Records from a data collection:

___

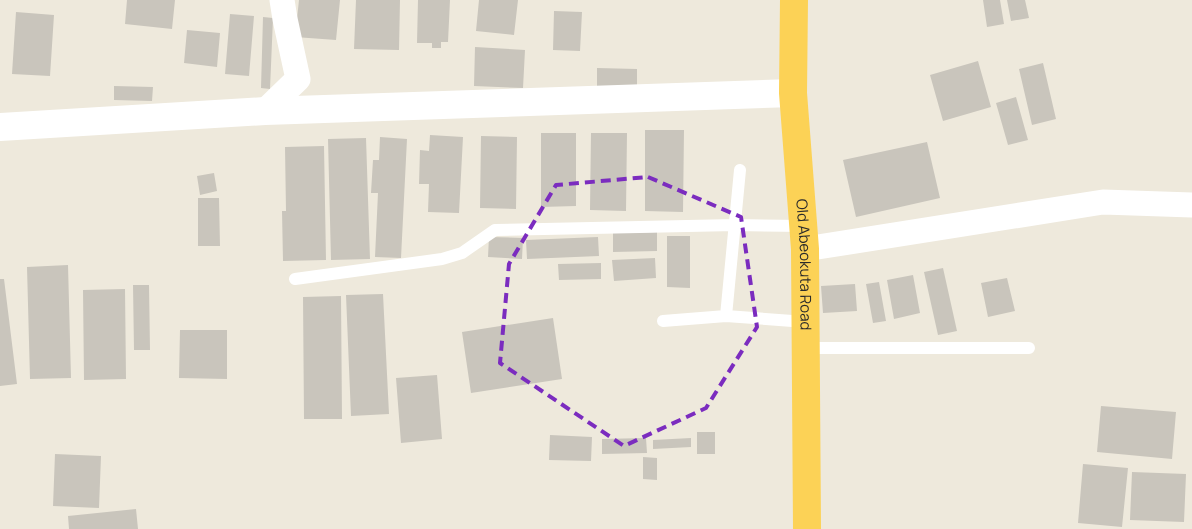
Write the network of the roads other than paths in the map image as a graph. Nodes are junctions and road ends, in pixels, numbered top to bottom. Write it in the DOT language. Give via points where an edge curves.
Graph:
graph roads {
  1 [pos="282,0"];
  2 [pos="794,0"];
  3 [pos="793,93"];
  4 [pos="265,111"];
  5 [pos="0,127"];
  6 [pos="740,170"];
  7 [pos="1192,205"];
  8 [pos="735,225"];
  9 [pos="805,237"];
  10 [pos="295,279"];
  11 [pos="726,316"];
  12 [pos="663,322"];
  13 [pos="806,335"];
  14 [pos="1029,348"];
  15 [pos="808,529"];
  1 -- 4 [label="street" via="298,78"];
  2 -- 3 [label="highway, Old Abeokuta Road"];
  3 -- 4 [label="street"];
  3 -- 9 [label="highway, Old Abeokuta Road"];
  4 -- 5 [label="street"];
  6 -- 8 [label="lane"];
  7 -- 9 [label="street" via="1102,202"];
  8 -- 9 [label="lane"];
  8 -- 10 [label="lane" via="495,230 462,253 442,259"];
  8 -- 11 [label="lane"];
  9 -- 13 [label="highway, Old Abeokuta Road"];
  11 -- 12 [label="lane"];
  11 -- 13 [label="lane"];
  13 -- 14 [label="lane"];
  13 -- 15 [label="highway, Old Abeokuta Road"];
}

___

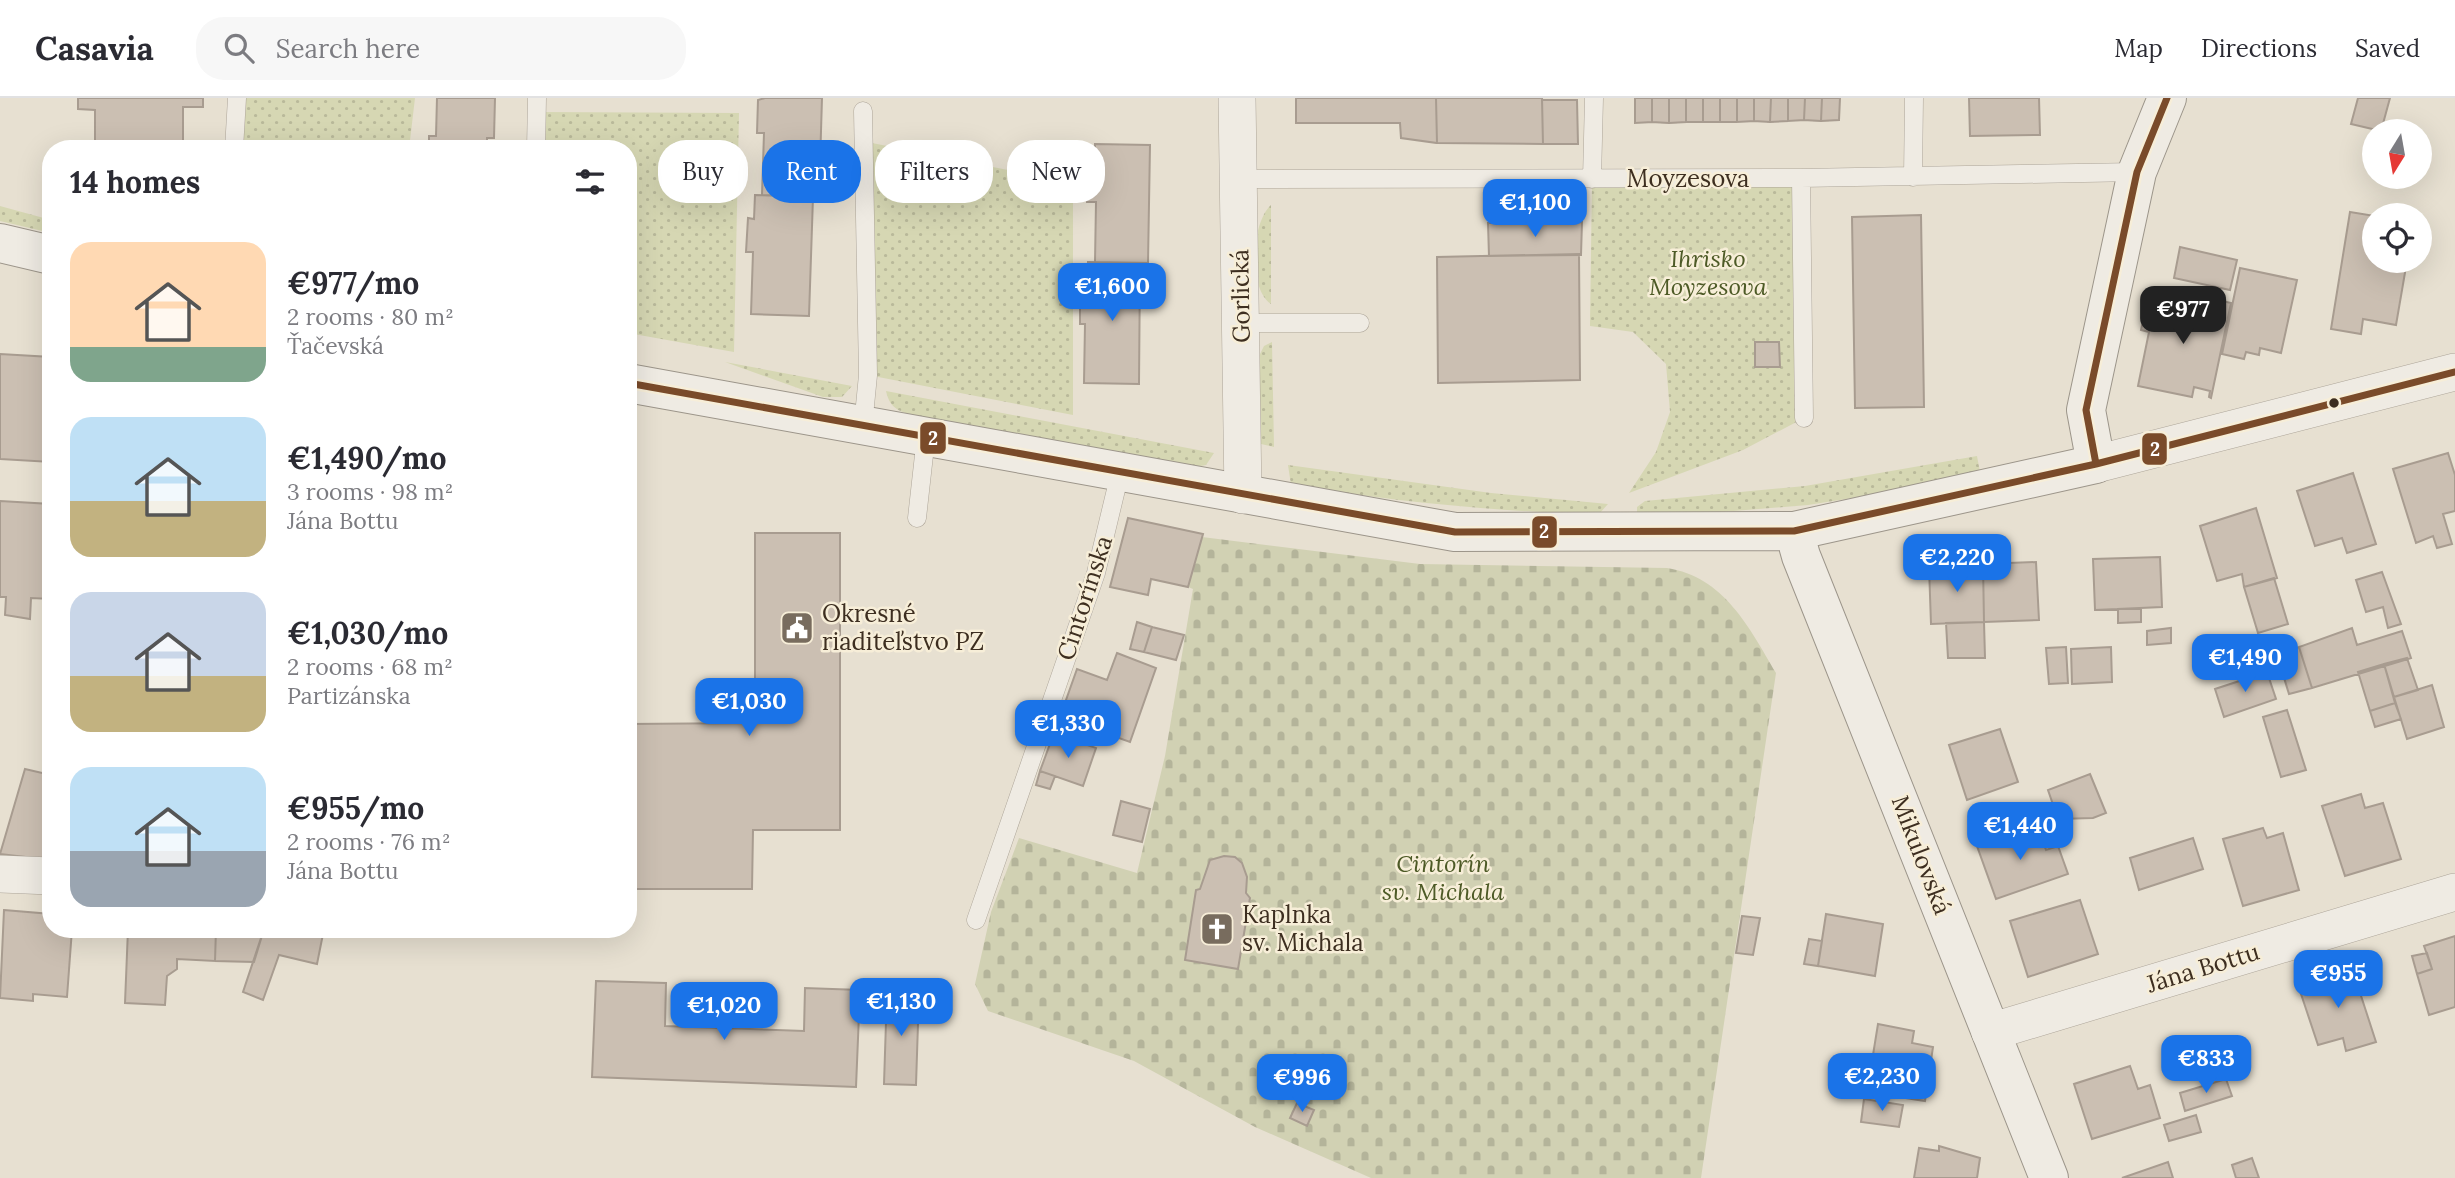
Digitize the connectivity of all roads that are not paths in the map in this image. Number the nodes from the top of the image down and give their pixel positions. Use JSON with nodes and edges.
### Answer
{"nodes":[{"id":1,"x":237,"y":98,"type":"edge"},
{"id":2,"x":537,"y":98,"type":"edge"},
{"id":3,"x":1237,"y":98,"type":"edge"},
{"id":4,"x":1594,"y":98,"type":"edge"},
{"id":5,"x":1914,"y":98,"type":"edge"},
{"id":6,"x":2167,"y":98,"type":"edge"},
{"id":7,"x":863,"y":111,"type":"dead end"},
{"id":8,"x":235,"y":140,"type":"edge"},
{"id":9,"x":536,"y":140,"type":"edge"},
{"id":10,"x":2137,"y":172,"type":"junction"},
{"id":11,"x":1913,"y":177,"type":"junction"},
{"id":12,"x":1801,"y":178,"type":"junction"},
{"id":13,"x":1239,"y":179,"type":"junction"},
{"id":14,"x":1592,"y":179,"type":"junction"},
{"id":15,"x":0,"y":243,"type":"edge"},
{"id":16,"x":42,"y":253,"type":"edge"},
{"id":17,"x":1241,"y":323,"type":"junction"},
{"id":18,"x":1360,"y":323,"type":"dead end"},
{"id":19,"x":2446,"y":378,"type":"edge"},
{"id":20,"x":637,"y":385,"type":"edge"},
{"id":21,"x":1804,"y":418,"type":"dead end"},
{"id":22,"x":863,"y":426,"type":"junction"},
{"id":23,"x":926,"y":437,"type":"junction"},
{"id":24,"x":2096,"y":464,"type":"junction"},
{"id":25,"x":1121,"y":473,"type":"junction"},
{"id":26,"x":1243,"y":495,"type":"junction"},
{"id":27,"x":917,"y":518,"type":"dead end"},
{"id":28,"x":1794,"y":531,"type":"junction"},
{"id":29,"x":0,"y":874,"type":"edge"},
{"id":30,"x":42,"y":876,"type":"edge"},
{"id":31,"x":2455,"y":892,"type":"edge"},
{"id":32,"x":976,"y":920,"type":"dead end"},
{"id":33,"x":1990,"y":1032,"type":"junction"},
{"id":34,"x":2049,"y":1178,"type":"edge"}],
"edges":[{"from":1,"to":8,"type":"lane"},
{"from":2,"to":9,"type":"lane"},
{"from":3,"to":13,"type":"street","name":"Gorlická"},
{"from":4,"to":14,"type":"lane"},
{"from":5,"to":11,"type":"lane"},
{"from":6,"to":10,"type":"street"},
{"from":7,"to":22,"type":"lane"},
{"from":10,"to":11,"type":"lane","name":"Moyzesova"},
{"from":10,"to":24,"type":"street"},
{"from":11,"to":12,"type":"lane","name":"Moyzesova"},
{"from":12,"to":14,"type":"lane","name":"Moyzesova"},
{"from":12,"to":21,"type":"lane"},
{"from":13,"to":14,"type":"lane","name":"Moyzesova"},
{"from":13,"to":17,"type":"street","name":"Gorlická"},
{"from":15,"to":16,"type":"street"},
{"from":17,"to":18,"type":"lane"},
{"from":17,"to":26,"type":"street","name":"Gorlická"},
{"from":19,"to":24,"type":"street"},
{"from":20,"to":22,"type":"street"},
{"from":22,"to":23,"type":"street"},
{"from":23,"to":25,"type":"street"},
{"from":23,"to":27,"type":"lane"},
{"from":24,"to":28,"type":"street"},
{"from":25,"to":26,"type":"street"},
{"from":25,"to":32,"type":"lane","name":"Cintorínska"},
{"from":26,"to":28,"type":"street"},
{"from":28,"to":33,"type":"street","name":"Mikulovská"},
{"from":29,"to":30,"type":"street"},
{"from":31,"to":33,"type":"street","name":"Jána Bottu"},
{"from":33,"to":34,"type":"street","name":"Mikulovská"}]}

___

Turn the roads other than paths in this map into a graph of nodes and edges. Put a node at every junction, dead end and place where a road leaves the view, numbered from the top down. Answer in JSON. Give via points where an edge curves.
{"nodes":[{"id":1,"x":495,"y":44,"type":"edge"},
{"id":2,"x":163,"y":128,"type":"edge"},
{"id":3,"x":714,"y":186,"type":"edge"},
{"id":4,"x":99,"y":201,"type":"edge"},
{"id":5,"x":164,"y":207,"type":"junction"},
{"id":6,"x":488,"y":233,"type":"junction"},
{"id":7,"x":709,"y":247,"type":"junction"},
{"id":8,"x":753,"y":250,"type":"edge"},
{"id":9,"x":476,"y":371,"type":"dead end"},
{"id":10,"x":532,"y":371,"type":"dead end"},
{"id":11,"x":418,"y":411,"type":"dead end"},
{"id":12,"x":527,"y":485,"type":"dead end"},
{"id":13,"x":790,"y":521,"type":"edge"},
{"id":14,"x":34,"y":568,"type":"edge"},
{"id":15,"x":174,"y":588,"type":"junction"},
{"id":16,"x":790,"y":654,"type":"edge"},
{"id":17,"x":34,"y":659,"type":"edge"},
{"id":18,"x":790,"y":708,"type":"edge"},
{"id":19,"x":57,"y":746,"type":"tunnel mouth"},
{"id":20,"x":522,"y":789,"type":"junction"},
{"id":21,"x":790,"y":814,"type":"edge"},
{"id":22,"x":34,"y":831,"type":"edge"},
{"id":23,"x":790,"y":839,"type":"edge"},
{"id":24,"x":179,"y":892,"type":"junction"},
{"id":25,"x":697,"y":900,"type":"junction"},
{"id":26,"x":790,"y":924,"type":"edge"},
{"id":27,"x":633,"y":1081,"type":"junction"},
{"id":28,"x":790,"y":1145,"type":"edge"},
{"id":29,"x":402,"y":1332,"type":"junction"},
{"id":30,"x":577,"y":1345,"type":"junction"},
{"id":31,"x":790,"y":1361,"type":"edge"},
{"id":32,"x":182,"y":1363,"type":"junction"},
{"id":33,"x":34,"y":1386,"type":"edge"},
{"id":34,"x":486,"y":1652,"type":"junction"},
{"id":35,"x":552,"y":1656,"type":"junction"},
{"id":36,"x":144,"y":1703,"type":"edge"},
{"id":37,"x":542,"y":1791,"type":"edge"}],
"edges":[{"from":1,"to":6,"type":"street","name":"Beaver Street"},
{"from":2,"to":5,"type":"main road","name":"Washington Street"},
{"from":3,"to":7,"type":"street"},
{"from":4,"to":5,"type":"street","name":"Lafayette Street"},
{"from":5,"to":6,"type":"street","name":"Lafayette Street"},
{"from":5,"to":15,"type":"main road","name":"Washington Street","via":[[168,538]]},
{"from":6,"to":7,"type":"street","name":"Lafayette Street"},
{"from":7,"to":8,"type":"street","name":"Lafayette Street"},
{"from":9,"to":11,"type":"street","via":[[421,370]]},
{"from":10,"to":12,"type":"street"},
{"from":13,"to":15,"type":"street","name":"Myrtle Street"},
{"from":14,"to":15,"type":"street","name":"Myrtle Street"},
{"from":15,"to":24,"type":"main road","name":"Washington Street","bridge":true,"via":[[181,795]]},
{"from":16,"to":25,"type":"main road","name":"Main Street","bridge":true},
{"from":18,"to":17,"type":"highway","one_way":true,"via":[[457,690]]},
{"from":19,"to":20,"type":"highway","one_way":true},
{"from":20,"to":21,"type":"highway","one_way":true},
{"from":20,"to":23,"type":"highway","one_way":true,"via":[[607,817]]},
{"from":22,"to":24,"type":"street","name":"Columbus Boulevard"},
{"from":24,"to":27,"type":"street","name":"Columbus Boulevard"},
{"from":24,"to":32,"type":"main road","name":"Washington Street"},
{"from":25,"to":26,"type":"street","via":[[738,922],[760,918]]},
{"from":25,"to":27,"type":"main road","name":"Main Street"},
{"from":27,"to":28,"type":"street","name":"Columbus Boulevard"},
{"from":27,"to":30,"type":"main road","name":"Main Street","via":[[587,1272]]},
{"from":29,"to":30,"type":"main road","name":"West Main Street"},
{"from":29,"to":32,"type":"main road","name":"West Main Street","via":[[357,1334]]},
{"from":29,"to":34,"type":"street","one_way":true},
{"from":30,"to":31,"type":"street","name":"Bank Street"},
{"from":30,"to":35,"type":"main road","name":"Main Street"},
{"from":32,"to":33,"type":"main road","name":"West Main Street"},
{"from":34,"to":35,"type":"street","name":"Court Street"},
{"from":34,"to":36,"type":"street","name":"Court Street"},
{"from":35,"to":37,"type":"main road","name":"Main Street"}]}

___

ASSIGNMENT:
Find the word "image" in the data and show each line that holds it.

SOLUTION:
Write the network of the roads other than paths in the map image as a graph. Nodes are junctions and road ends, in pixels, numbered top to bottom. Write it in the DOT language. Give via points where an edge curves.
Digitize the connectivity of all roads that are not paths in the map in this image. Number the nodes from the top of the image down and give their pixel positions. Use JSON with nodes and edges.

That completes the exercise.